19. A method according to claim 8 wherein the compound (X) is prepared in enantiomerically enriched form (Xa) or (Xb) by steps comprising;

(i) asymmetrically hydrogenating a compound of formula (XI), in which X is a group selected from bromide, chloride, iodide, hydroxy, alkoxy, tosylate, mesylate, nonaflate, fluoride or triflate, in the presence of a homogeneous transition metal hydrogenation catalyst having one or more chiral ligand to produce enantiomerically enriched intermediates (IXa) or (IXb), and

(ii) reacting compound (IXa) or (IXb) with a phosphorylating compound.

20. A method according to claim 8 wherein the compound (X) is prepared in enantiomerically enriched form (Xa) or (Xb) by steps comprising hydrogenating a ketone compound of formula (XXII).

21. A method according to claim 20 wherein the ketone compound of formula (XXII) is prepared by steps comprising;

(i) reacting a phosphine of formula (XX) in which Y is selected from fluoride, chloride, bromide, iodide, tosyl, mesyl, triflate, or nonaflate, with a chiral amine of formula H2NCH(CH3)Ar, in which Ar is an aryl group, to form chiral compound of formula (XXI), and

(ii) reacting the chiral compound (XXI) with an unsaturated carboxylic acid, ester or chloride of formula R3CH═CHCOOR6 in which R6 is H, Cl or C1-10 alkyl.

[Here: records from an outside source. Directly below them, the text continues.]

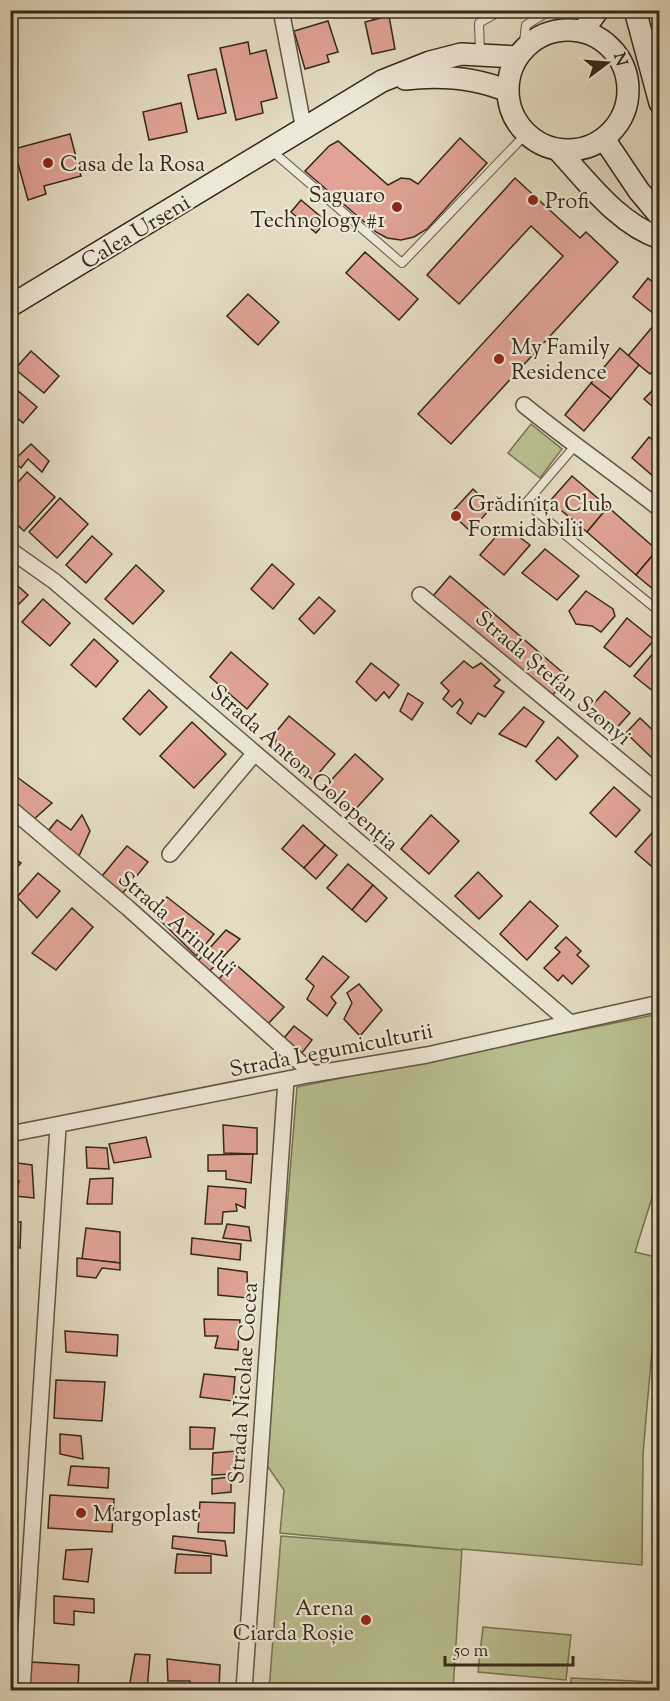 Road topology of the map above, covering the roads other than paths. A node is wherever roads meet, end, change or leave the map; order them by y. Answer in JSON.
{"nodes":[{"id":1,"x":281,"y":10,"type":"edge"},
{"id":2,"x":502,"y":10,"type":"edge"},
{"id":3,"x":551,"y":10,"type":"edge"},
{"id":4,"x":598,"y":10,"type":"edge"},
{"id":5,"x":627,"y":10,"type":"edge"},
{"id":6,"x":635,"y":10,"type":"edge"},
{"id":7,"x":583,"y":31,"type":"junction"},
{"id":8,"x":520,"y":53,"type":"junction"},
{"id":9,"x":480,"y":54,"type":"junction"},
{"id":10,"x":655,"y":72,"type":"edge"},
{"id":11,"x":627,"y":74,"type":"junction"},
{"id":12,"x":382,"y":81,"type":"junction"},
{"id":13,"x":507,"y":91,"type":"junction"},
{"id":14,"x":660,"y":103,"type":"edge"},
{"id":15,"x":304,"y":130,"type":"junction"},
{"id":16,"x":526,"y":134,"type":"junction"},
{"id":17,"x":604,"y":139,"type":"junction"},
{"id":18,"x":271,"y":150,"type":"junction"},
{"id":19,"x":558,"y":150,"type":"junction"},
{"id":20,"x":660,"y":216,"type":"edge"},
{"id":21,"x":660,"y":238,"type":"edge"},
{"id":22,"x":10,"y":306,"type":"edge"},
{"id":23,"x":524,"y":405,"type":"dead end"},
{"id":24,"x":574,"y":447,"type":"junction"},
{"id":25,"x":660,"y":509,"type":"edge"},
{"id":26,"x":10,"y":550,"type":"edge"},
{"id":27,"x":420,"y":595,"type":"dead end"},
{"id":28,"x":660,"y":612,"type":"edge"},
{"id":29,"x":254,"y":754,"type":"junction"},
{"id":30,"x":660,"y":794,"type":"edge"},
{"id":31,"x":10,"y":808,"type":"edge"},
{"id":32,"x":170,"y":854,"type":"dead end"},
{"id":33,"x":660,"y":1003,"type":"edge"},
{"id":34,"x":569,"y":1022,"type":"junction"},
{"id":35,"x":313,"y":1074,"type":"junction"},
{"id":36,"x":286,"y":1080,"type":"junction"},
{"id":37,"x":58,"y":1127,"type":"junction"},
{"id":38,"x":10,"y":1134,"type":"edge"},
{"id":39,"x":22,"y":1690,"type":"edge"},
{"id":40,"x":243,"y":1690,"type":"edge"}],
"edges":[{"from":1,"to":15,"type":"street"},
{"from":2,"to":9,"type":"lane"},
{"from":3,"to":8,"type":"lane"},
{"from":4,"to":7,"type":"main road"},
{"from":5,"to":11,"type":"main road"},
{"from":6,"to":10,"type":"main road"},
{"from":7,"to":8,"type":"main road"},
{"from":7,"to":11,"type":"main road"},
{"from":8,"to":9,"type":"main road","name":"Calea Urseni"},
{"from":8,"to":13,"type":"main road"},
{"from":9,"to":12,"type":"main road","name":"Calea Urseni"},
{"from":10,"to":14,"type":"main road"},
{"from":11,"to":17,"type":"main road"},
{"from":12,"to":13,"type":"main road","name":"Calea Urseni"},
{"from":12,"to":15,"type":"main road","name":"Calea Urseni"},
{"from":13,"to":16,"type":"main road"},
{"from":15,"to":18,"type":"main road","name":"Calea Urseni"},
{"from":16,"to":18,"type":"lane"},
{"from":16,"to":19,"type":"main road"},
{"from":17,"to":19,"type":"main road"},
{"from":17,"to":20,"type":"main road"},
{"from":18,"to":22,"type":"main road","name":"Calea Urseni"},
{"from":19,"to":21,"type":"main road"},
{"from":23,"to":24,"type":"street"},
{"from":24,"to":25,"type":"street"},
{"from":24,"to":28,"type":"lane"},
{"from":26,"to":29,"type":"street","name":"Strada Anton Golopenția"},
{"from":27,"to":30,"type":"street","name":"Strada Ștefan Szonyi"},
{"from":29,"to":32,"type":"street"},
{"from":29,"to":34,"type":"street","name":"Strada Anton Golopenția"},
{"from":31,"to":35,"type":"street","name":"Strada Arinului"},
{"from":33,"to":34,"type":"street","name":"Strada Legumiculturii"},
{"from":34,"to":35,"type":"street","name":"Strada Legumiculturii"},
{"from":35,"to":36,"type":"street","name":"Strada Legumiculturii"},
{"from":36,"to":37,"type":"street","name":"Strada Legumiculturii"},
{"from":36,"to":40,"type":"street","name":"Strada Nicolae Cocea"},
{"from":37,"to":38,"type":"street","name":"Strada Legumiculturii"},
{"from":37,"to":39,"type":"street"}]}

22. A method according to claim 20 wherein the ketone compound of formula (XXII) is prepared by steps comprising;

(i) reacting a substituted phenyl compound of formula (XVII) in which X and Y are selected from fluoride, chloride, bromide, iodide, tosyl, mesyl, triflate, or nonaflate, with a chiral amine of formula H2NCH(CH3)Ar, in which Ar is an aryl group, to form chiral compound (XVIII),

(ii) reacting the chiral compound (XVIII) with an unsaturated carboxylic acid, ester or chloride of formula R3CH═CHCOOR6 in which R6 is H, Cl or C1-10 alkyl, to form a ketone of formula (XIX), and

(iii) reacting the ketone (XIX) with a phosphorylating compound.

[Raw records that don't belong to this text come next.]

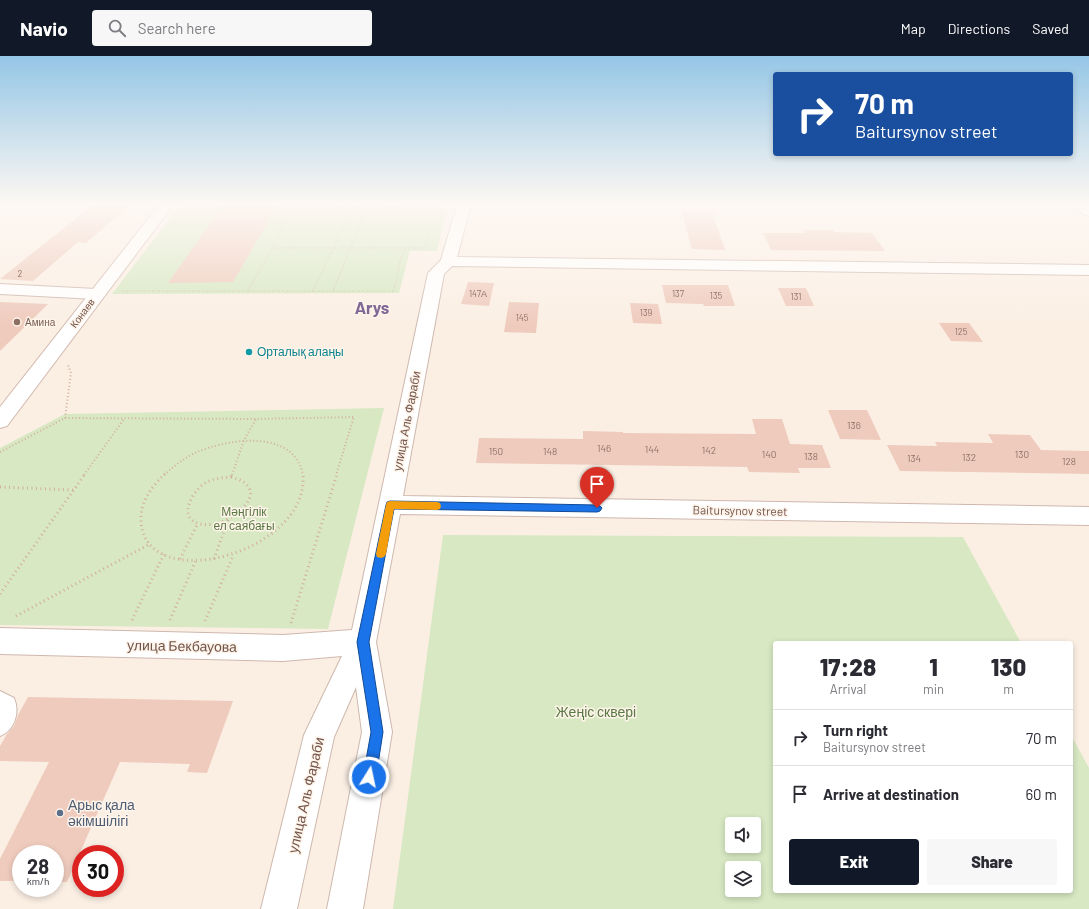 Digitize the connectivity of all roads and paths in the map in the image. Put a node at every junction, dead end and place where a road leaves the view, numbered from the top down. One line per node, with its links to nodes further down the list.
1 (135, 245): 18 (street, Конаев)
2 (275, 245): 7 (path)
3 (335, 245): 8 (path)
4 (351, 245): 9 (path)
5 (426, 245): 10 (path)
6 (453, 245): 11 (street, улица Аль Фараби)
7 (273, 248): 8 (path); 14 (path)
8 (333, 248): 9 (path); 15 (path)
9 (350, 248): 10 (path); 16 (path)
10 (405, 248): 16 (path)
11 (448, 261): 12 (street); 27 (street, улица Аль Фараби)
12 (1089, 270)
13 (0, 289): 18 (street)
14 (248, 290): 15 (path); 17 (path)
15 (313, 291): 16 (path)
16 (334, 291)
17 (120, 292)
18 (96, 294): 21 (street, Конаев)
19 (124, 419): 20 (path); 23 (path); 26 (path)
20 (256, 419): 22 (path); 41 (path)
21 (0, 421)
22 (244, 440): 24 (path); 31 (path); 33 (path)
23 (0, 452)
24 (231, 477): 29 (path); 30 (path)
25 (0, 488): 26 (path)
26 (73, 490): 37 (path)
27 (390, 505): 28 (street, Baitursynov street); 43 (street, улица Аль Фараби)
28 (1089, 516)
29 (228, 520): 30 (path); 35 (path)
30 (198, 523): 34 (path)
31 (150, 544): 32 (path); 42 (path)
32 (164, 554): 34 (path); 38 (path)
33 (233, 555): 35 (path); 40 (path)
34 (180, 559): 36 (path)
35 (213, 559): 36 (path)
36 (196, 560): 39 (path)
37 (0, 594)
38 (139, 622)
39 (176, 623)
40 (211, 624)
41 (290, 626)
42 (5, 639): 43 (street, улица Бекбауова)
43 (363, 642): 46 (street, улица Аль Фараби); 47 (street, улица Аль Фараби)
44 (0, 700): 45 (lane)
45 (0, 727)
46 (280, 909)
47 (345, 909)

23. A chiral phosphorus compound of formula (X):

wherein R1, R2, R3 are chiral or achiral groups selected from the list consisting of substituted or unsubstituted straight-chain, branched-chain or cyclic aliphatic or aromatic groups and in which the pair R1/R2 may be interconnected to form a ring.

24. A catalyst comprising a phosphorus compound according to claim 1.

25. A process for preparing one or more optically active products, said process comprising preparing said optically active products in the presence of a catalyst according to claim 24.

26. A process according to claim 25, wherein said catalyst consists of said phosphorus compound and a transition metal or a transition metal compound.

27. A process according to claim 25, wherein said preparing comprises enantioselective hydroformylation.

28. A process according to claim 25, wherein said preparing comprises enantioselective hydrogenation.

29. A process according to claim 25, wherein said preparing comprises enantioselective hydroboration.